Regional distributors of mainly valves and flange fittings to the utilities, construction and oil and gas industries, Pipeworks was formed in 2007 in Dubai to act for some of the “poorly represented” manufacturers in the region.

According to their managing director, Gary Brodie, the time has come for the industry to stand up and take note of the Chinese manufacturers who have been scoffed at and spurned for too long.

Many of the world’s manufacturers of valves and fittings are either relocating their manufacturing to China or they are sourcing material from China, yet there is still a resistance from companies to use anything of Chinese origin,” he states.

“I have been to hundreds of valve factories in the country, and what people fail to understand is just how state-of-the-art they are, with brand new machines, brand new technology, fully audited and first class. The quality of the products produced there can be equal or better than the quality from traditional manufacturers.”

He iterates that this trend is mainly for the lower-grade steel products, but that API standard steel products should follow suit. Whether the oil and gas companies will be ready to buy the new and improved Chinese products is still debatable, however.

Speaking of the current trends in the oil and gas market, Brodie expresses his belief that the adoption of more exotic materials will continue, and that the Chinese manufacturers will eventually rule the roost.

“The move to more exotic materials due to corrosion and offshore weight factors will continue. There is also a resistance to approve new manufacturers, especially in the GCC where they will inspect a product very thoroughly and make sure the specifications are clear,” he says.“But just like in other industries the Chinese will get their act together and they will rule the valve business and control it around the world.
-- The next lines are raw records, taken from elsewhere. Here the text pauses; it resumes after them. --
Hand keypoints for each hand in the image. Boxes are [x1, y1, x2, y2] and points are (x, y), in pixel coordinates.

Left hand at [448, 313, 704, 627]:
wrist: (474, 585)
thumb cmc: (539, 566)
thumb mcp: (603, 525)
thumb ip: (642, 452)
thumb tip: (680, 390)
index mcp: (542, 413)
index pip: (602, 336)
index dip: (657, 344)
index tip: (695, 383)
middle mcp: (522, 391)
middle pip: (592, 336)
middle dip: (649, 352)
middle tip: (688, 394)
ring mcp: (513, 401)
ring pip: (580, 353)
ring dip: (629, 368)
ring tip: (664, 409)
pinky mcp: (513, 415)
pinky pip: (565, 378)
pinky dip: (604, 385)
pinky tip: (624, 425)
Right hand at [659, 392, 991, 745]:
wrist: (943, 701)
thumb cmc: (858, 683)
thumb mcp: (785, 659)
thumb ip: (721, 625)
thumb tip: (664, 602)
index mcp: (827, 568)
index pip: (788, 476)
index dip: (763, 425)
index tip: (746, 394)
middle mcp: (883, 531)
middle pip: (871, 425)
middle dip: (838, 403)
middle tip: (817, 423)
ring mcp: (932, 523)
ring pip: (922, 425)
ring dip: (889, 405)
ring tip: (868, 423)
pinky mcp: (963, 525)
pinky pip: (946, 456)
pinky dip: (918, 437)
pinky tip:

They already have many API certified manufacturers, who are in the middle of a learning curve but will get there soon.”

Enbridge

Canada’s Enbridge operates, in both Canada and the US, the world’s longest crude oil and liquids pipeline system. These pipeline systems have operated for over 55 years and now comprise approximately 13 500km of pipeline, delivering more than 2 million bpd of crude oil and liquids.

Enbridge is also involved in liquids marketing and international energy projects, and has a growing involvement in the natural gas transmission and midstream businesses, through the Alliance and Vector pipelines and various US assets that transport, gather, process and market natural gas and other petroleum products.

SMX International

The freshly re-branded pipe connection and flow control Canadian firm, SMX International, recently launched its next generation of non-slam nozzle check valve, which it says provides faster dynamic performance than previously thought possible and the lowest pressure loss of any valve currently on the market.

“The development of this next-generation non-slam nozzle check valve combines our knowledge and experience of nozzle check valve fundamentals with innovative engineering to produce an optimised design, using the very latest advanced engineering design tools,” SMX International CEO Rob Muddiman states.

“Its exceptional performance provides improved protection of mechanical equipment, and significantly reduces operating costs. We have already seen massive interest in this valve from process plant and pipeline operators we’ve shown it to globally, and now that it is available, we are anticipating strong demand.”